> Material for the task:

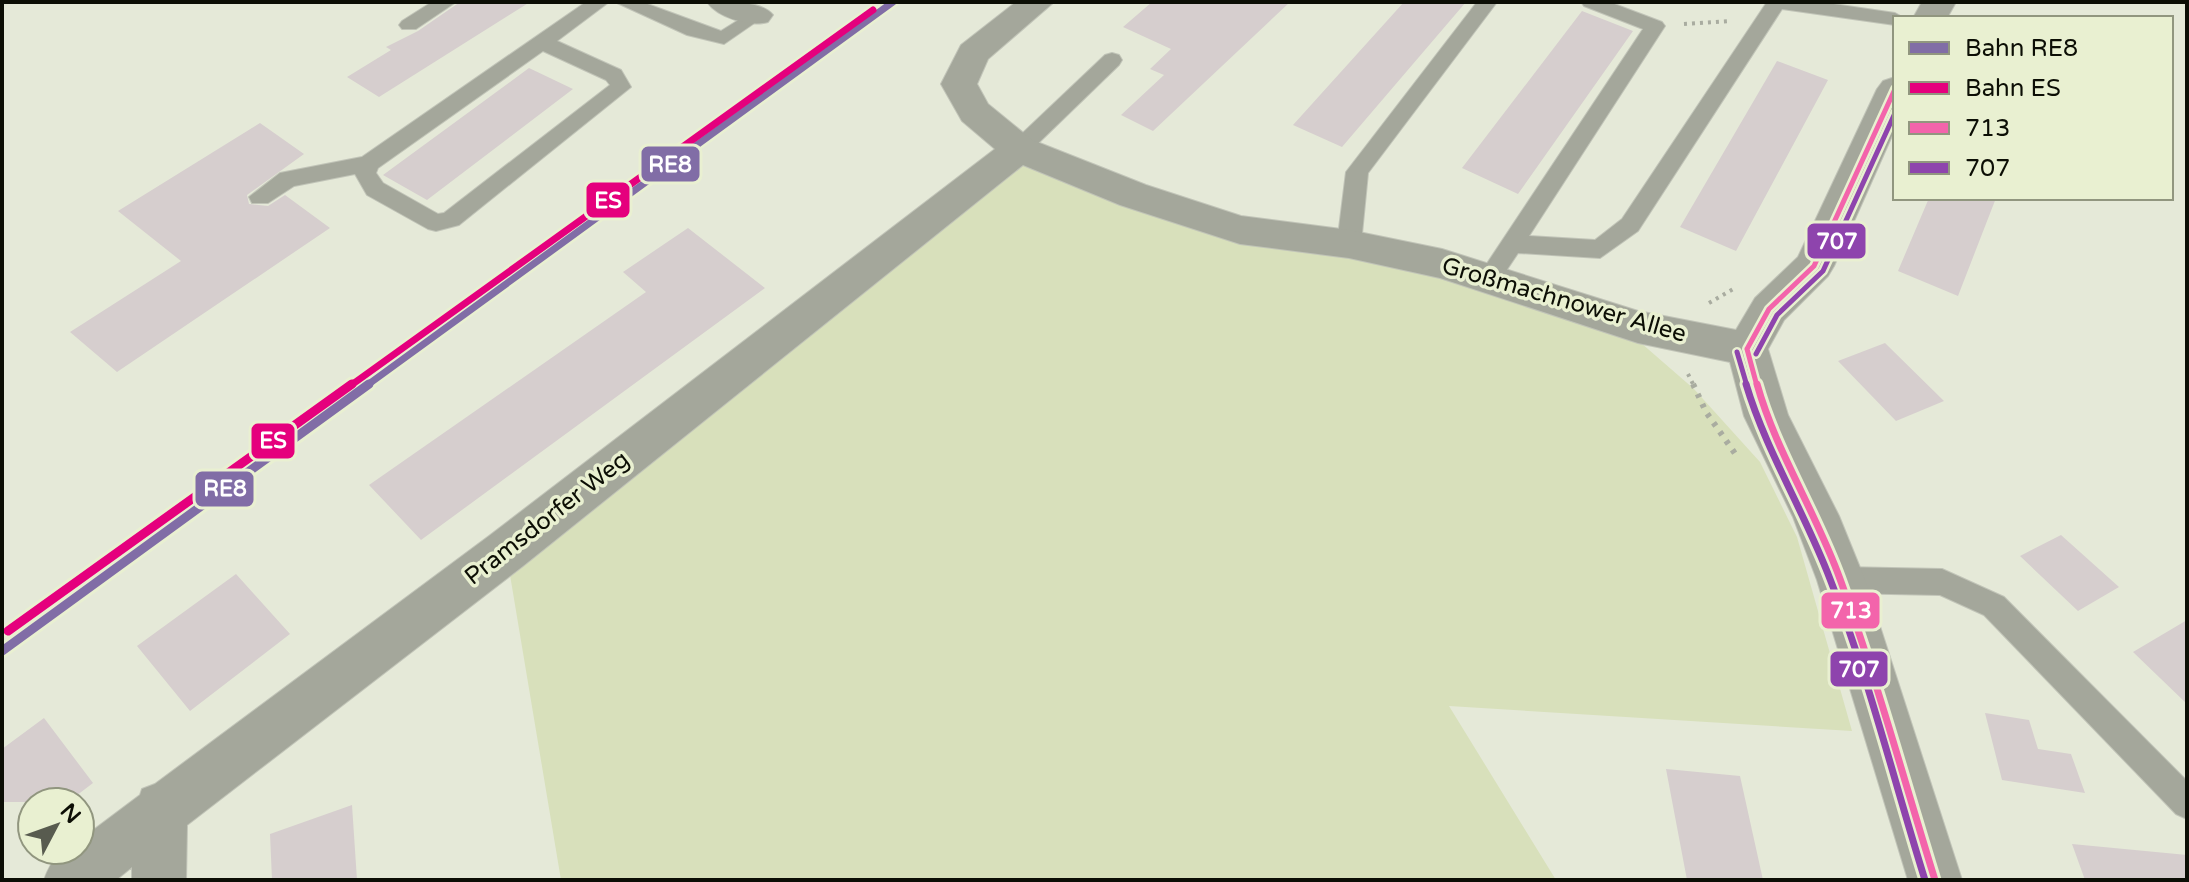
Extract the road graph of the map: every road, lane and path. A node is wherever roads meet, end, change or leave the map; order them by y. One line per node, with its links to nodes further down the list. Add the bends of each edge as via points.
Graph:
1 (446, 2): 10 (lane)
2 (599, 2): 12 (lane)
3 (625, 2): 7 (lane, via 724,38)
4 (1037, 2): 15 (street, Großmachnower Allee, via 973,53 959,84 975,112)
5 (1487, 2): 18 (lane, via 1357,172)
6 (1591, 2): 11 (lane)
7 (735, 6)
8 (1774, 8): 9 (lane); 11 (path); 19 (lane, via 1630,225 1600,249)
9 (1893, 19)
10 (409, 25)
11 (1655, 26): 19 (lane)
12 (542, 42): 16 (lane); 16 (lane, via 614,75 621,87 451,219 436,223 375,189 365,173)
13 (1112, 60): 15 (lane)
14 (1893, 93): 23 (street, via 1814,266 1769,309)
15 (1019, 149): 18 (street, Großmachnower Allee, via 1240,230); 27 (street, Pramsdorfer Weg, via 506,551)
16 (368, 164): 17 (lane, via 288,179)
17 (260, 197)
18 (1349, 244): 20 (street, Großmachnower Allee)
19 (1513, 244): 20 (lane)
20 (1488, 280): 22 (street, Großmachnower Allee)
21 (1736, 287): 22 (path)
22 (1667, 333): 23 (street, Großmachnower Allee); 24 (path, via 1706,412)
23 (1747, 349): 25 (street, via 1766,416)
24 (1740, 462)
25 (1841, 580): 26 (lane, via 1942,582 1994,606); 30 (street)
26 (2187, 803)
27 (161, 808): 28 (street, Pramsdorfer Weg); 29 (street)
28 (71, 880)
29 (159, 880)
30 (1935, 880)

> Exercise details:
Take the entries above and set them down exactly, minus the pictures.

> Result of this task:
Extract the road graph of the map: every road, lane and path. A node is wherever roads meet, end, change or leave the map; order them by y. One line per node, with its links to nodes further down the list. Add the bends of each edge as via points.
Graph:
1 (446, 2): 10 (lane)
2 (599, 2): 12 (lane)
3 (625, 2): 7 (lane, via 724,38)
4 (1037, 2): 15 (street, Großmachnower Allee, via 973,53 959,84 975,112)
5 (1487, 2): 18 (lane, via 1357,172)
6 (1591, 2): 11 (lane)
7 (735, 6)
8 (1774, 8): 9 (lane); 11 (path); 19 (lane, via 1630,225 1600,249)
9 (1893, 19)
10 (409, 25)
11 (1655, 26): 19 (lane)
12 (542, 42): 16 (lane); 16 (lane, via 614,75 621,87 451,219 436,223 375,189 365,173)
13 (1112, 60): 15 (lane)
14 (1893, 93): 23 (street, via 1814,266 1769,309)
15 (1019, 149): 18 (street, Großmachnower Allee, via 1240,230); 27 (street, Pramsdorfer Weg, via 506,551)
16 (368, 164): 17 (lane, via 288,179)
17 (260, 197)
18 (1349, 244): 20 (street, Großmachnower Allee)
19 (1513, 244): 20 (lane)
20 (1488, 280): 22 (street, Großmachnower Allee)
21 (1736, 287): 22 (path)
22 (1667, 333): 23 (street, Großmachnower Allee); 24 (path, via 1706,412)
23 (1747, 349): 25 (street, via 1766,416)
24 (1740, 462)
25 (1841, 580): 26 (lane, via 1942,582 1994,606); 30 (street)
26 (2187, 803)
27 (161, 808): 28 (street, Pramsdorfer Weg); 29 (street)
28 (71, 880)
29 (159, 880)
30 (1935, 880)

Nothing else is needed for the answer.